*Aim of the task*.
All entries are to be retyped without alteration.

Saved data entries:
=== Begin Enclosure ===

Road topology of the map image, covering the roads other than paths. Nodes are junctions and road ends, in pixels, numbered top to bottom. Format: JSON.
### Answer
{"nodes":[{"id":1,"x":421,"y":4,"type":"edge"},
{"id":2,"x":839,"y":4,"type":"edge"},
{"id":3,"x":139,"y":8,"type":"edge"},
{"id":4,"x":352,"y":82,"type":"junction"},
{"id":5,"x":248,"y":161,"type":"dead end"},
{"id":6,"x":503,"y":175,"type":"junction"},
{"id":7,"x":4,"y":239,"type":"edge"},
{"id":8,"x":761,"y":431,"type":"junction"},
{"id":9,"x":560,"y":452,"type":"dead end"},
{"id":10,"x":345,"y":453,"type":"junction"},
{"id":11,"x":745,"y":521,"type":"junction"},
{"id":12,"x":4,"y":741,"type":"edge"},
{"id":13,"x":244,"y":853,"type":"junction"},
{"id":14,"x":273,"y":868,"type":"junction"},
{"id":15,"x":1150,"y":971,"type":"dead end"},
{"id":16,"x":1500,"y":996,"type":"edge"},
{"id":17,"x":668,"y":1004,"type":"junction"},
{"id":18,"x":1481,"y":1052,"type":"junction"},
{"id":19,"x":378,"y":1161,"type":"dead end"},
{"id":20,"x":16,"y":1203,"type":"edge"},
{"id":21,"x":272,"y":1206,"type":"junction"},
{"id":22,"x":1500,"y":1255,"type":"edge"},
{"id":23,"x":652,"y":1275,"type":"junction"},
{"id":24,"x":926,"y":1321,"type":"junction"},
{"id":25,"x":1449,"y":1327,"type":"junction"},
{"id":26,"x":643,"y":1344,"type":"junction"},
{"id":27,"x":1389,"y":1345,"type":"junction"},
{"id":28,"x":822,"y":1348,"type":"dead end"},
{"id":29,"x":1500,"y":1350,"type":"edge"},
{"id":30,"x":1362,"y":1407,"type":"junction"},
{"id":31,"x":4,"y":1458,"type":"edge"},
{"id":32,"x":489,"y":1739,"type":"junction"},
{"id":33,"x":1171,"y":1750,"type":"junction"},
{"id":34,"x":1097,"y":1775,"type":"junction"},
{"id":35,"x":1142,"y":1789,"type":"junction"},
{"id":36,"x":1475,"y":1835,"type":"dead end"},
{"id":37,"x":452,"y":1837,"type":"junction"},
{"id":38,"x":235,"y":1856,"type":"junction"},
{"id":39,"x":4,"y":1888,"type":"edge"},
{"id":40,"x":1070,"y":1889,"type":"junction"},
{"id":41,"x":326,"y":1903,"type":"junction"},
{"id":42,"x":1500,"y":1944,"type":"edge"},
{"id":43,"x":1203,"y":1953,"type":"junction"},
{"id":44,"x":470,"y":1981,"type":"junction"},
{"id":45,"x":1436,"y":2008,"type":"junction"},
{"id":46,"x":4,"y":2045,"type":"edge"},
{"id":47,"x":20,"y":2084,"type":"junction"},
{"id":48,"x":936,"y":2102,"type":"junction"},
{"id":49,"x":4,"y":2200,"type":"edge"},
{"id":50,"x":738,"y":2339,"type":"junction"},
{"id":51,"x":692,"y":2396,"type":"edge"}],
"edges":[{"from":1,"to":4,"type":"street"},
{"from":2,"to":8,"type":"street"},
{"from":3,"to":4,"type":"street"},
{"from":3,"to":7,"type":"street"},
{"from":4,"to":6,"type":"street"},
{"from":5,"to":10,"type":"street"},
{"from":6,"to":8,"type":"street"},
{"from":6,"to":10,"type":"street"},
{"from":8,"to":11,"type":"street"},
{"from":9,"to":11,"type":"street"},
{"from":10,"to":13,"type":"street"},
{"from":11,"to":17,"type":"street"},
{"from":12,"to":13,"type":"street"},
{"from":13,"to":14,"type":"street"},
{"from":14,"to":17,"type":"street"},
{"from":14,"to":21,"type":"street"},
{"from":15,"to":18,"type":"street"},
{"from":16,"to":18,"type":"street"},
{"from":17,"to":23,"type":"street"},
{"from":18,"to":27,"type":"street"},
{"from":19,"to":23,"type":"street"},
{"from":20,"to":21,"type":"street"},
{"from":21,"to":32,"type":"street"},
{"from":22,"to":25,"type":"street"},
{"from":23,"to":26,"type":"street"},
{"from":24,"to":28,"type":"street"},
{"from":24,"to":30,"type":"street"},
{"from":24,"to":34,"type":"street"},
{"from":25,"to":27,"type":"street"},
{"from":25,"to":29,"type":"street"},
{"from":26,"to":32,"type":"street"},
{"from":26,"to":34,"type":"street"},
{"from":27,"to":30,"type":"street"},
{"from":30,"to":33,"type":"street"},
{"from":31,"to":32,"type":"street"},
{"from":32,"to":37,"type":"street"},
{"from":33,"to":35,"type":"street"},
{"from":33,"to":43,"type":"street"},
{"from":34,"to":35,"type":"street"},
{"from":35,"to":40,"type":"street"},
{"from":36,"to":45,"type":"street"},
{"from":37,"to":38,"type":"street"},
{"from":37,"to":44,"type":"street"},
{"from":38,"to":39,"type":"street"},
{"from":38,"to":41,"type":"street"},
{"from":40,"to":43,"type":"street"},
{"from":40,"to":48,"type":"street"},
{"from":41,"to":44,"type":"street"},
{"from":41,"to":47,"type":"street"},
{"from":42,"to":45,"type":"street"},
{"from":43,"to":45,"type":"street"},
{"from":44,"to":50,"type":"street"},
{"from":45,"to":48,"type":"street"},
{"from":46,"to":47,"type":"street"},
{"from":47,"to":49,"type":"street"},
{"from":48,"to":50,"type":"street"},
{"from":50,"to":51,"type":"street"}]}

=== End Enclosure ===

*Worked solution*.
Road topology of the map image, covering the roads other than paths. Nodes are junctions and road ends, in pixels, numbered top to bottom. Format: JSON.
### Answer
{"nodes":[{"id":1,"x":421,"y":4,"type":"edge"},
{"id":2,"x":839,"y":4,"type":"edge"},
{"id":3,"x":139,"y":8,"type":"edge"},
{"id":4,"x":352,"y":82,"type":"junction"},
{"id":5,"x":248,"y":161,"type":"dead end"},
{"id":6,"x":503,"y":175,"type":"junction"},
{"id":7,"x":4,"y":239,"type":"edge"},
{"id":8,"x":761,"y":431,"type":"junction"},
{"id":9,"x":560,"y":452,"type":"dead end"},
{"id":10,"x":345,"y":453,"type":"junction"},
{"id":11,"x":745,"y":521,"type":"junction"},
{"id":12,"x":4,"y":741,"type":"edge"},
{"id":13,"x":244,"y":853,"type":"junction"},
{"id":14,"x":273,"y":868,"type":"junction"},
{"id":15,"x":1150,"y":971,"type":"dead end"},
{"id":16,"x":1500,"y":996,"type":"edge"},
{"id":17,"x":668,"y":1004,"type":"junction"},
{"id":18,"x":1481,"y":1052,"type":"junction"},
{"id":19,"x":378,"y":1161,"type":"dead end"},
{"id":20,"x":16,"y":1203,"type":"edge"},
{"id":21,"x":272,"y":1206,"type":"junction"},
{"id":22,"x":1500,"y":1255,"type":"edge"},
{"id":23,"x":652,"y":1275,"type":"junction"},
{"id":24,"x":926,"y":1321,"type":"junction"},
{"id":25,"x":1449,"y":1327,"type":"junction"},
{"id":26,"x":643,"y":1344,"type":"junction"},
{"id":27,"x":1389,"y":1345,"type":"junction"},
{"id":28,"x":822,"y":1348,"type":"dead end"},
{"id":29,"x":1500,"y":1350,"type":"edge"},
{"id":30,"x":1362,"y":1407,"type":"junction"},
{"id":31,"x":4,"y":1458,"type":"edge"},
{"id":32,"x":489,"y":1739,"type":"junction"},
{"id":33,"x":1171,"y":1750,"type":"junction"},
{"id":34,"x":1097,"y":1775,"type":"junction"},
{"id":35,"x":1142,"y":1789,"type":"junction"},
{"id":36,"x":1475,"y":1835,"type":"dead end"},
{"id":37,"x":452,"y":1837,"type":"junction"},
{"id":38,"x":235,"y":1856,"type":"junction"},
{"id":39,"x":4,"y":1888,"type":"edge"},
{"id":40,"x":1070,"y":1889,"type":"junction"},
{"id":41,"x":326,"y":1903,"type":"junction"},
{"id":42,"x":1500,"y":1944,"type":"edge"},
{"id":43,"x":1203,"y":1953,"type":"junction"},
{"id":44,"x":470,"y":1981,"type":"junction"},
{"id":45,"x":1436,"y":2008,"type":"junction"},
{"id":46,"x":4,"y":2045,"type":"edge"},
{"id":47,"x":20,"y":2084,"type":"junction"},
{"id":48,"x":936,"y":2102,"type":"junction"},
{"id":49,"x":4,"y":2200,"type":"edge"},
{"id":50,"x":738,"y":2339,"type":"junction"},
{"id":51,"x":692,"y":2396,"type":"edge"}],
"edges":[{"from":1,"to":4,"type":"street"},
{"from":2,"to":8,"type":"street"},
{"from":3,"to":4,"type":"street"},
{"from":3,"to":7,"type":"street"},
{"from":4,"to":6,"type":"street"},
{"from":5,"to":10,"type":"street"},
{"from":6,"to":8,"type":"street"},
{"from":6,"to":10,"type":"street"},
{"from":8,"to":11,"type":"street"},
{"from":9,"to":11,"type":"street"},
{"from":10,"to":13,"type":"street"},
{"from":11,"to":17,"type":"street"},
{"from":12,"to":13,"type":"street"},
{"from":13,"to":14,"type":"street"},
{"from":14,"to":17,"type":"street"},
{"from":14,"to":21,"type":"street"},
{"from":15,"to":18,"type":"street"},
{"from":16,"to":18,"type":"street"},
{"from":17,"to":23,"type":"street"},
{"from":18,"to":27,"type":"street"},
{"from":19,"to":23,"type":"street"},
{"from":20,"to":21,"type":"street"},
{"from":21,"to":32,"type":"street"},
{"from":22,"to":25,"type":"street"},
{"from":23,"to":26,"type":"street"},
{"from":24,"to":28,"type":"street"},
{"from":24,"to":30,"type":"street"},
{"from":24,"to":34,"type":"street"},
{"from":25,"to":27,"type":"street"},
{"from":25,"to":29,"type":"street"},
{"from":26,"to":32,"type":"street"},
{"from":26,"to":34,"type":"street"},
{"from":27,"to":30,"type":"street"},
{"from":30,"to":33,"type":"street"},
{"from":31,"to":32,"type":"street"},
{"from":32,"to":37,"type":"street"},
{"from":33,"to":35,"type":"street"},
{"from":33,"to":43,"type":"street"},
{"from":34,"to":35,"type":"street"},
{"from":35,"to":40,"type":"street"},
{"from":36,"to":45,"type":"street"},
{"from":37,"to":38,"type":"street"},
{"from":37,"to":44,"type":"street"},
{"from":38,"to":39,"type":"street"},
{"from":38,"to":41,"type":"street"},
{"from":40,"to":43,"type":"street"},
{"from":40,"to":48,"type":"street"},
{"from":41,"to":44,"type":"street"},
{"from":41,"to":47,"type":"street"},
{"from":42,"to":45,"type":"street"},
{"from":43,"to":45,"type":"street"},
{"from":44,"to":50,"type":"street"},
{"from":45,"to":48,"type":"street"},
{"from":46,"to":47,"type":"street"},
{"from":47,"to":49,"type":"street"},
{"from":48,"to":50,"type":"street"},
{"from":50,"to":51,"type":"street"}]}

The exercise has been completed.